[Intel-gfx] [PATCH v4] drm/i915: Adjust size of PIPE_CONTROL used for gen8 render seqno write

Tue Apr 12 16:18:46 UTC 2016

On 12/04/16 14:51, Michał Winiarski wrote:
> We started to use PIPE_CONTROL to write render ring seqno in order to
> combat seqno write vs interrupt generation problems. This was introduced
> by commit 7c17d377374d ("drm/i915: Use ordered seqno write interrupt
> generation on gen8+ execlists").
>
> On gen8+ size of PIPE_CONTROL with Post Sync Operation should be
> 6 dwords.
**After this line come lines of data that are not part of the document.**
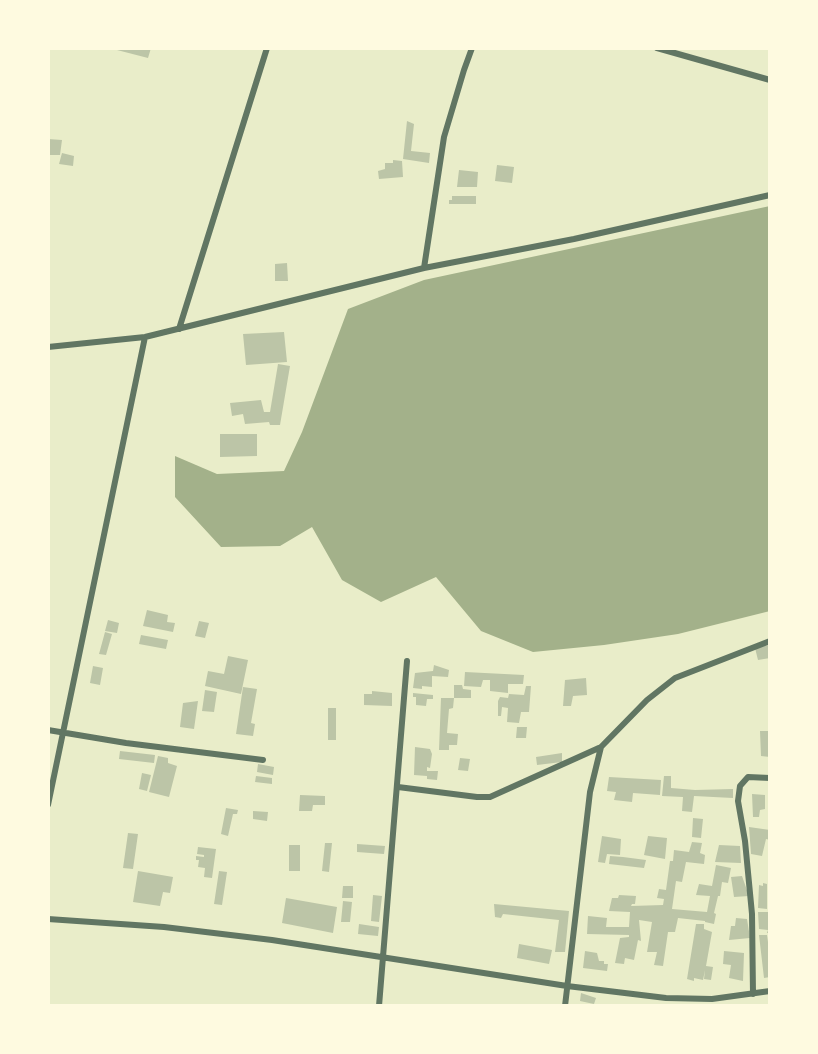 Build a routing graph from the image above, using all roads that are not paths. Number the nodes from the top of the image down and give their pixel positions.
1 (267, 48) edge
2 (472, 48) edge
3 (657, 48) edge
4 (770, 80) edge
5 (770, 195) edge
6 (424, 268) junction
7 (179, 329) junction
8 (145, 337) junction
9 (48, 346) edge
10 (770, 641) edge
11 (407, 661) dead end
12 (48, 730) edge
13 (64, 732) junction
14 (601, 747) junction
15 (263, 760) dead end
16 (770, 778) edge
17 (398, 787) junction
18 (48, 805) edge
19 (48, 919) edge
20 (384, 958) junction
21 (567, 986) junction
22 (770, 991) edge
23 (753, 994) junction
24 (379, 1006) edge
25 (565, 1006) edge

1 - 7 street
2 - 6 street
3 - 4 street
5 - 6 street
6 - 7 street
7 - 8 street
8 - 9 street
8 - 13 street
10 - 14 street
11 - 17 street
12 - 13 street
13 - 15 street
13 - 18 street
14 - 17 street
14 - 21 street
16 - 23 street
17 - 20 street
19 - 20 street
20 - 21 street
20 - 24 street
21 - 23 street
21 - 25 street
22 - 23 street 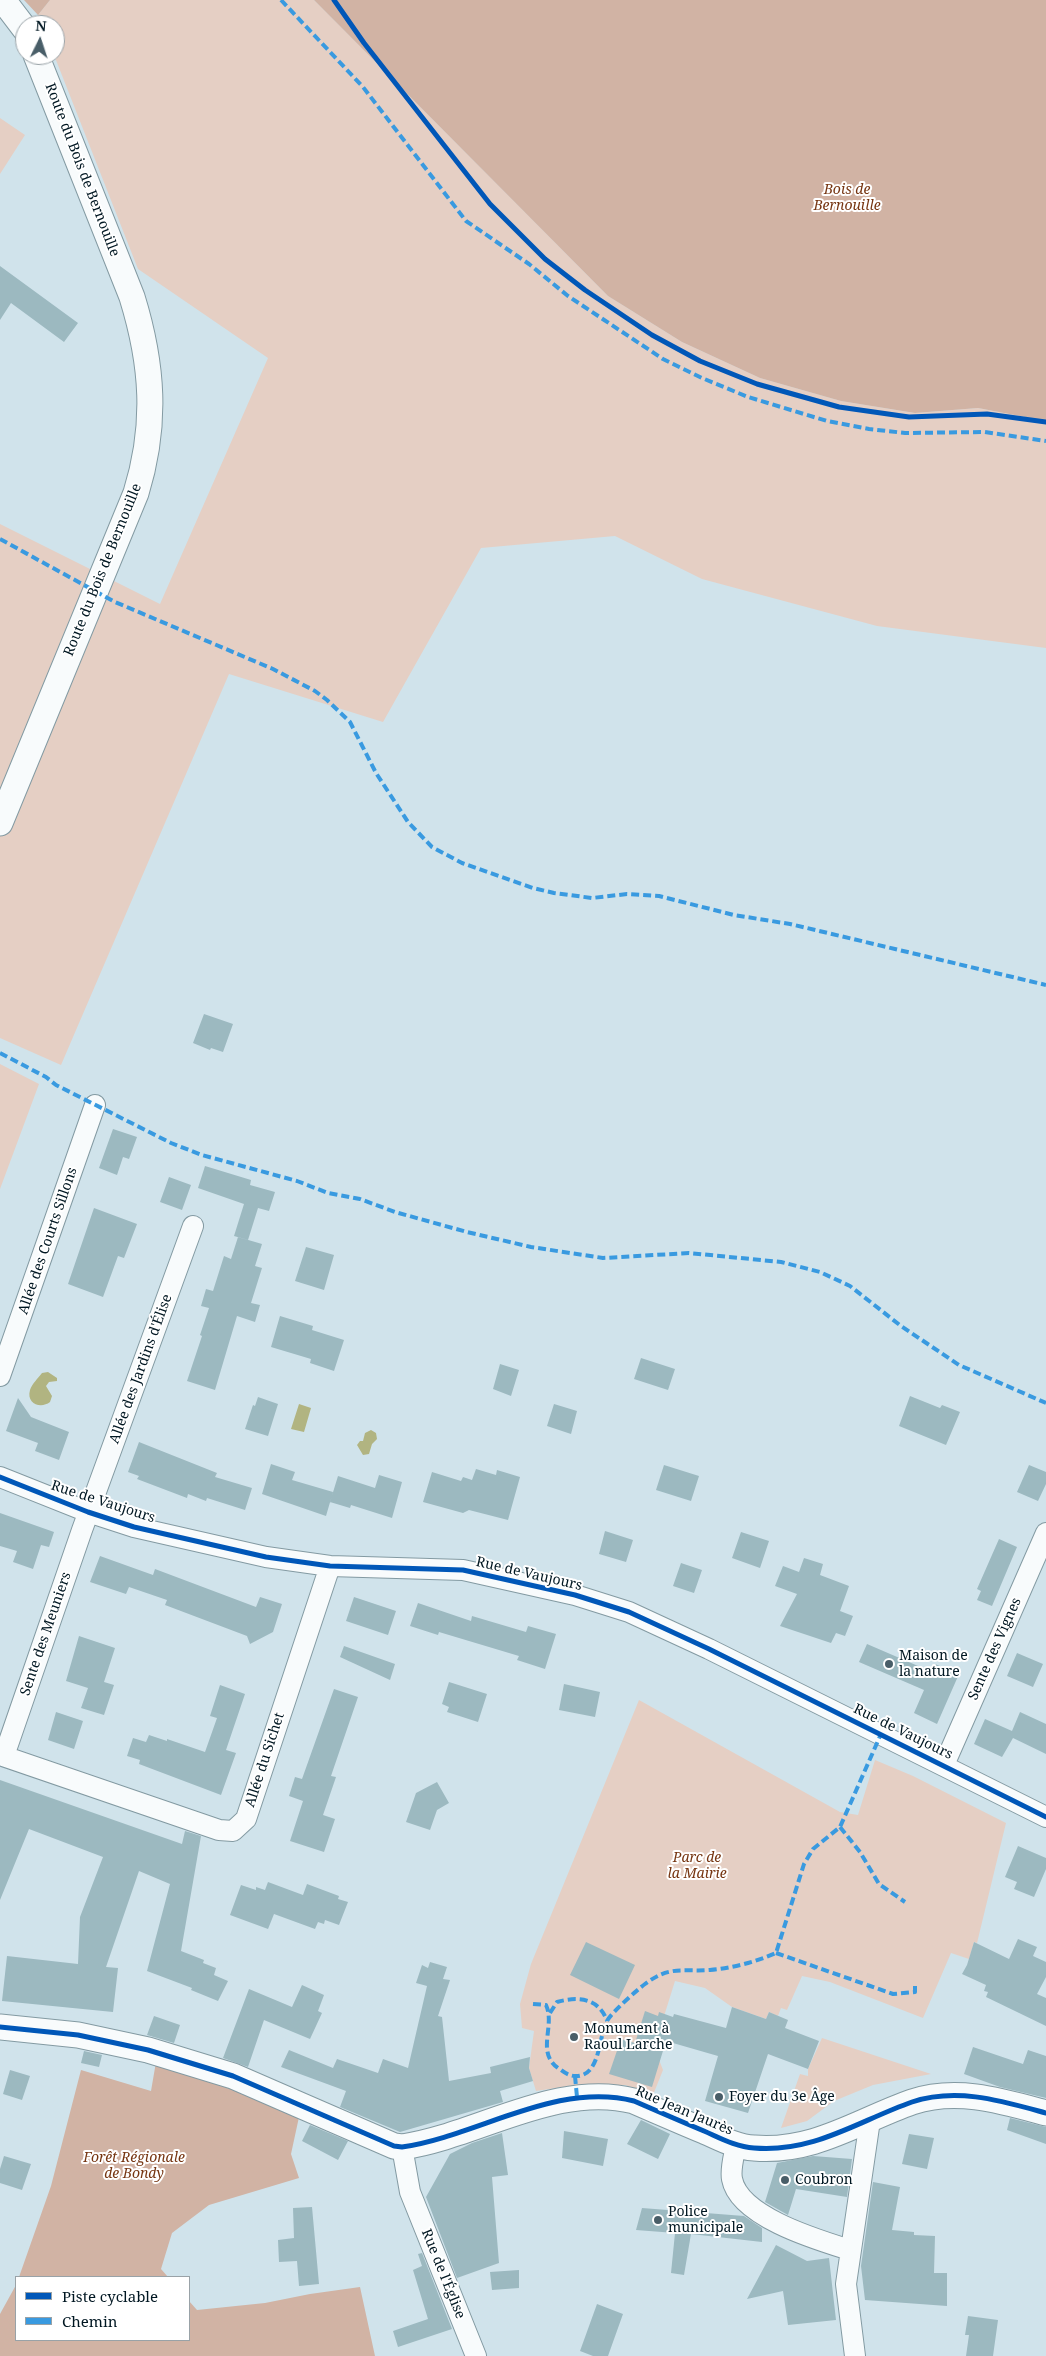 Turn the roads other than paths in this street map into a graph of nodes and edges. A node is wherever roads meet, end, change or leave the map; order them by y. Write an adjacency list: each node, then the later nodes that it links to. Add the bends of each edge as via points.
1 (3, 0): 2 (street)
2 (15, 16)
3 (40, 65): 4 (street, Route du Bois de Bernouille, via 132,297 143,333 151,405 147,453 136,493)
4 (0, 823)
5 (95, 1105): 7 (street, Allée des Courts Sillons)
6 (193, 1226): 9 (street, Allée des Jardins d'Élise)
7 (0, 1376)
8 (0, 1477): 9 (street, Rue de Vaujours)
9 (88, 1512): 11 (street, Rue de Vaujours, via 134,1527 266,1557); 12 (street, Sente des Meuniers)
10 (1046, 1533): 13 (street, Sente des Vignes)
11 (330, 1566): 12 (street, Allée du Sichet, via 246,1819 233,1831 219,1830); 13 (street, Rue de Vaujours, via 463,1570 576,1595 620,1609 709,1649)
12 (2, 1755)
13 (944, 1766): 14 (street, Rue de Vaujours)
14 (1046, 1817)
15 (0, 2027): 19 (street, via 78,2035 148,2050 233,2076)
16 (1046, 2113): 17 (street, Rue Jean Jaurès, via 995,2099 964,2095 913,2102)
17 (870, 2120): 18 (street, Rue Jean Jaurès, via 795,2148 760,2149); 20 (street)
18 (736, 2145): 19 (street, Rue Jean Jaurès, via 634,2101 596,2096 577,2097); 20 (street, via 732,2179 745,2203 795,2232)
19 (402, 2147): 21 (street, Rue de l'Église, via 410,2192)
20 (850, 2250): 22 (street, via 846,2284)
21 (476, 2356)
22 (855, 2356)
When we're using older 5-dword variant it's possible to
> observe inconsistent values written by PIPE_CONTROL with Post
> Sync Operation from user batches, resulting in rendering corruptions.
>
> v2: Fix BAT failures
> v3: Comments on alignment and thrashing high dword of seqno (Chris)
> v4: Updated commit msg (Mika)
>
> Testcase: igt/gem_pipe_control_store_loop/*-qword-write
> Issue: VIZ-7393
> Cc: stable at vger.kernel.org
> Cc: Chris Wilson <chris at chris-wilson.co.uk>
> Cc: Mika Kuoppala <mika.kuoppala at intel.com>
> Cc: Abdiel Janulgue <abdiel.janulgue at linux.intel.com>
> Signed-off-by: Michał Winiarski <michal.winiarski at intel.com>
> ---
>   drivers/gpu/drm/i915/intel_lrc.c | 10 ++++++++--
>   1 file changed, 8 insertions(+), 2 deletions(-)
>
> diff --git a/drivers/gpu/drm/i915/intel_lrc.c b/drivers/gpu/drm/i915/intel_lrc.c
> index 0d6dc5e..30abe53 100644
> --- a/drivers/gpu/drm/i915/intel_lrc.c
> +++ b/drivers/gpu/drm/i915/intel_lrc.c
> @@ -1945,15 +1945,18 @@ static int gen8_emit_request_render(struct drm_i915_gem_request *request)
>   	struct intel_ringbuffer *ringbuf = request->ringbuf;
>   	int ret;
>
> -	ret = intel_logical_ring_begin(request, 6 + WA_TAIL_DWORDS);
> +	ret = intel_logical_ring_begin(request, 8 + WA_TAIL_DWORDS);
>   	if (ret)
>   		return ret;
>
> +	/* We're using qword write, seqno should be aligned to 8 bytes. */
> +	BUILD_BUG_ON(I915_GEM_HWS_INDEX & 1);
> +
>   	/* w/a for post sync ops following a GPGPU operation we
>   	 * need a prior CS_STALL, which is emitted by the flush
>   	 * following the batch.
>   	 */
> -	intel_logical_ring_emit(ringbuf, GFX_OP_PIPE_CONTROL(5));
> +	intel_logical_ring_emit(ringbuf, GFX_OP_PIPE_CONTROL(6));
>   	intel_logical_ring_emit(ringbuf,
>   				(PIPE_CONTROL_GLOBAL_GTT_IVB |
>   				 PIPE_CONTROL_CS_STALL |
> @@ -1961,7 +1964,10 @@ static int gen8_emit_request_render(struct drm_i915_gem_request *request)
>   	intel_logical_ring_emit(ringbuf, hws_seqno_address(request->engine));
>   	intel_logical_ring_emit(ringbuf, 0);
>   	intel_logical_ring_emit(ringbuf, i915_gem_request_get_seqno(request));
> +	/* We're thrashing one dword of HWS. */
> +	intel_logical_ring_emit(ringbuf, 0);
>   	intel_logical_ring_emit(ringbuf, MI_USER_INTERRUPT);
> +	intel_logical_ring_emit(ringbuf, MI_NOOP);
>   	return intel_logical_ring_advance_and_submit(request);
>   }

In the scheduler+preemption patches, we actually make use of the fact 
that we're writing a QWord, so that we can set the completed-seqno and 
clear the in-progress seqno in one operation (it doesn't actually matter 
if the h/w turns it into two DWord writes, though).

.Dave.